Dataset entries:
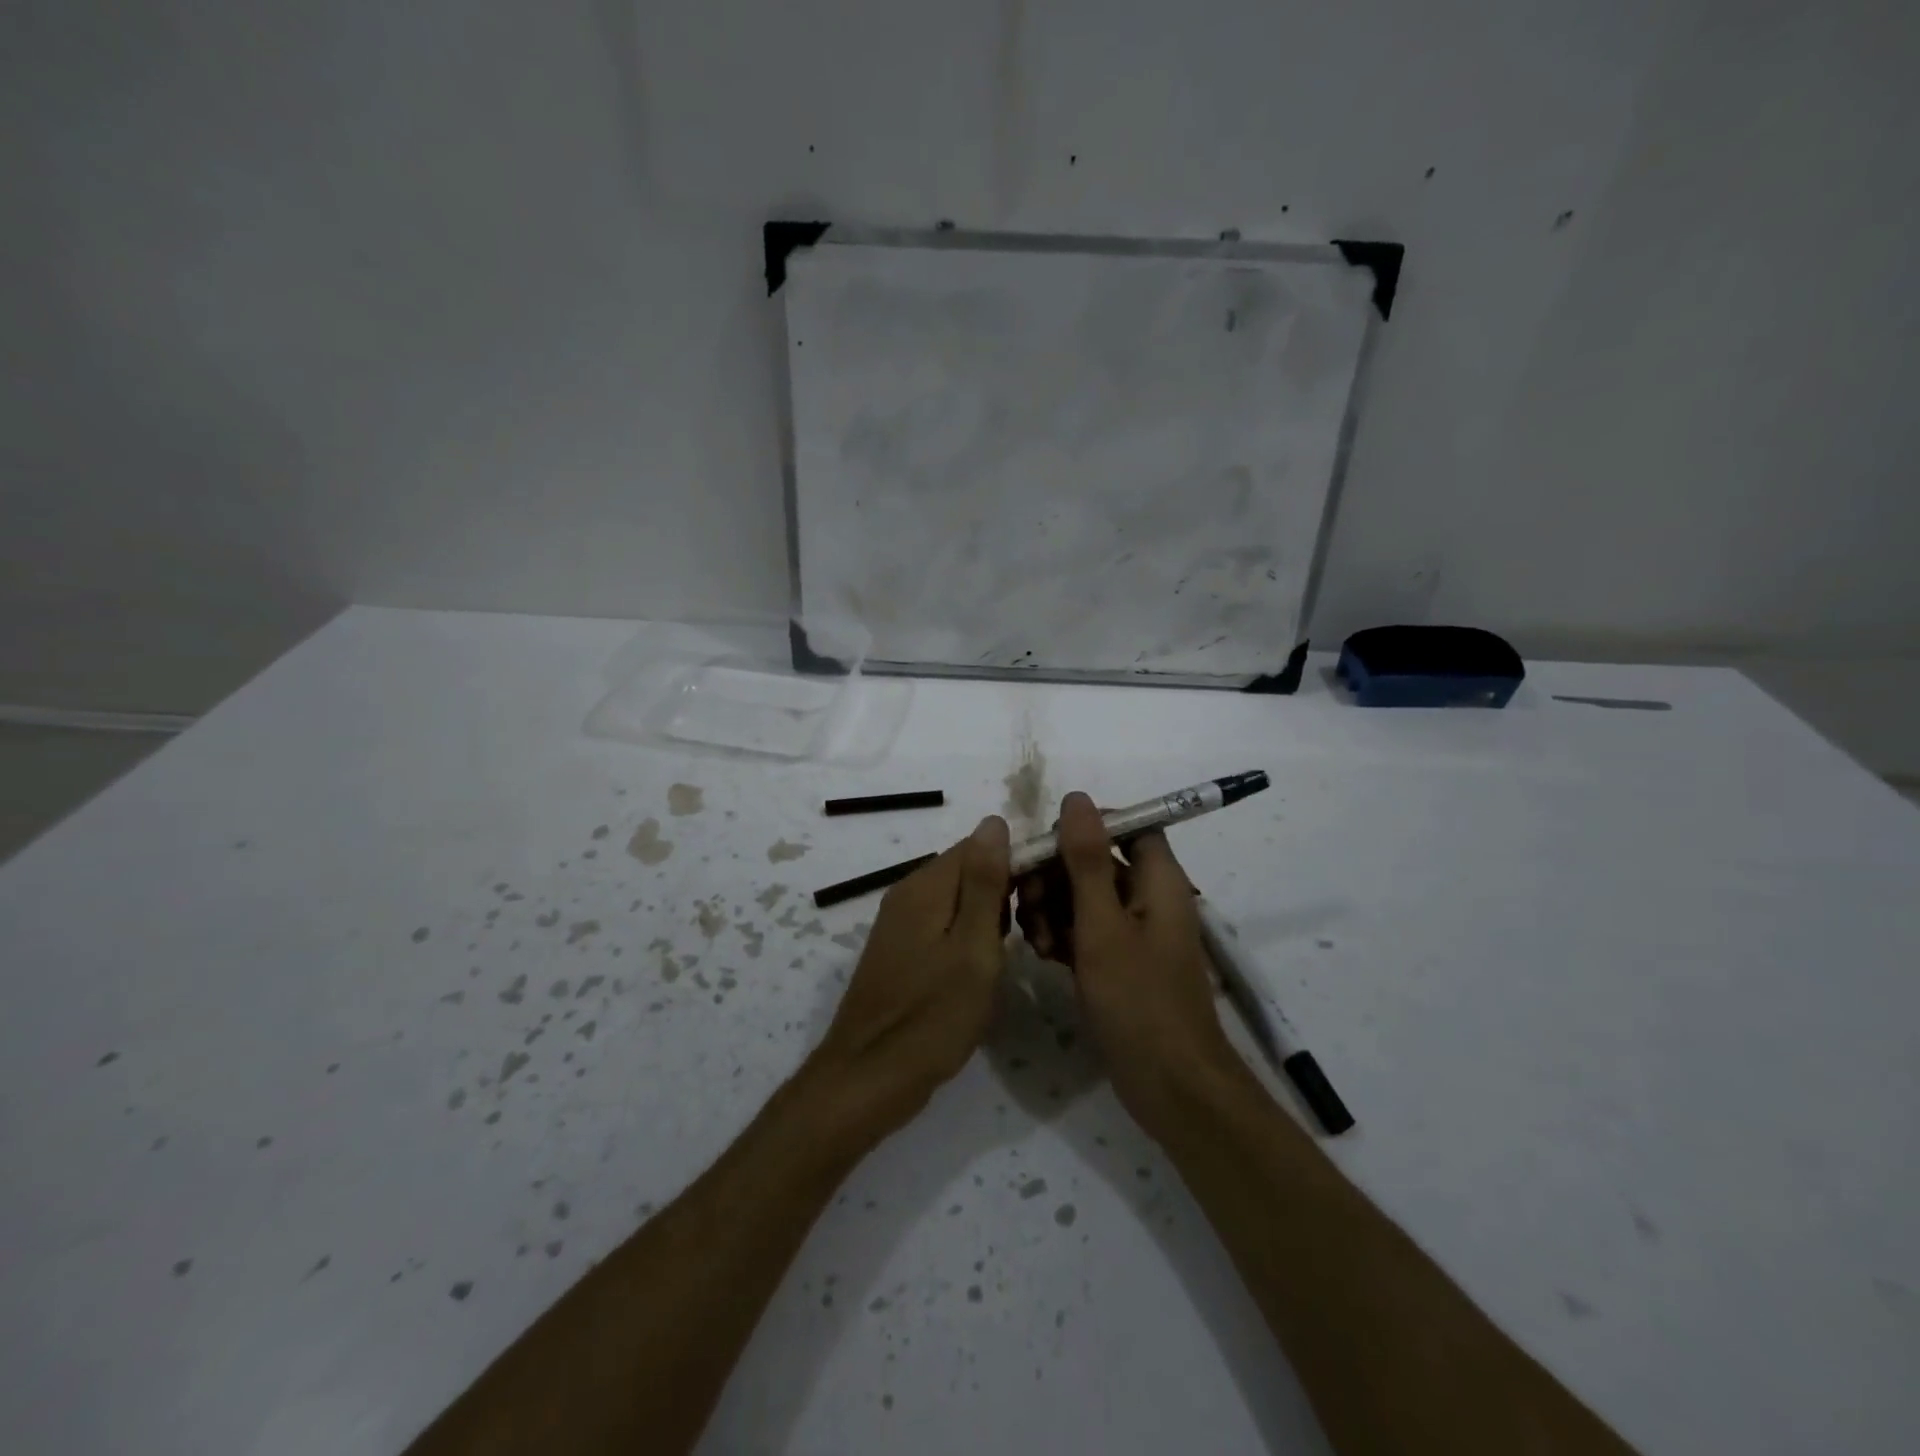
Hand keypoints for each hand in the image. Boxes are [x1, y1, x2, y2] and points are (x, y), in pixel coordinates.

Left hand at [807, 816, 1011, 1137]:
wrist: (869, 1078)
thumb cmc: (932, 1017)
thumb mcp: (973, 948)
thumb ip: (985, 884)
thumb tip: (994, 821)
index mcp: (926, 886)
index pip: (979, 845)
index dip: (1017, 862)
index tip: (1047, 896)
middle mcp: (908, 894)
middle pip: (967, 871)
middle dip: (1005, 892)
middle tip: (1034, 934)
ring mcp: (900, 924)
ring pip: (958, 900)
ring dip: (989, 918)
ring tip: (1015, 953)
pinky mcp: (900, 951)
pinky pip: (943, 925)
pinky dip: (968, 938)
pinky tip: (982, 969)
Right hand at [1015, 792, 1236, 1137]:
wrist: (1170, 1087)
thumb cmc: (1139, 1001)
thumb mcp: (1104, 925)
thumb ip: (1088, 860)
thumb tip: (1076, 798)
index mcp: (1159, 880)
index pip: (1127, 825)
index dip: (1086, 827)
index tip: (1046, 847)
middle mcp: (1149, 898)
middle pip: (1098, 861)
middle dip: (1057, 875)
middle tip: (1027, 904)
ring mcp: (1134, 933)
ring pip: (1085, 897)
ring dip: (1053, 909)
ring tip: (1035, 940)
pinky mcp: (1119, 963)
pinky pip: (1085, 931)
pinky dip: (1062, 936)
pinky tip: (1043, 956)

**Exercise goal**
Every line above that includes the word "middle" must appear in the answer.

**Reply to the task**
middle mcp: (908, 894)
middle pip: (967, 871)
middle dip: (1005, 892)
middle tip: (1034, 934)
middle mcp: (1149, 898)
middle pip: (1098, 861)
middle dip: (1057, 875)
middle tip: (1027, 904)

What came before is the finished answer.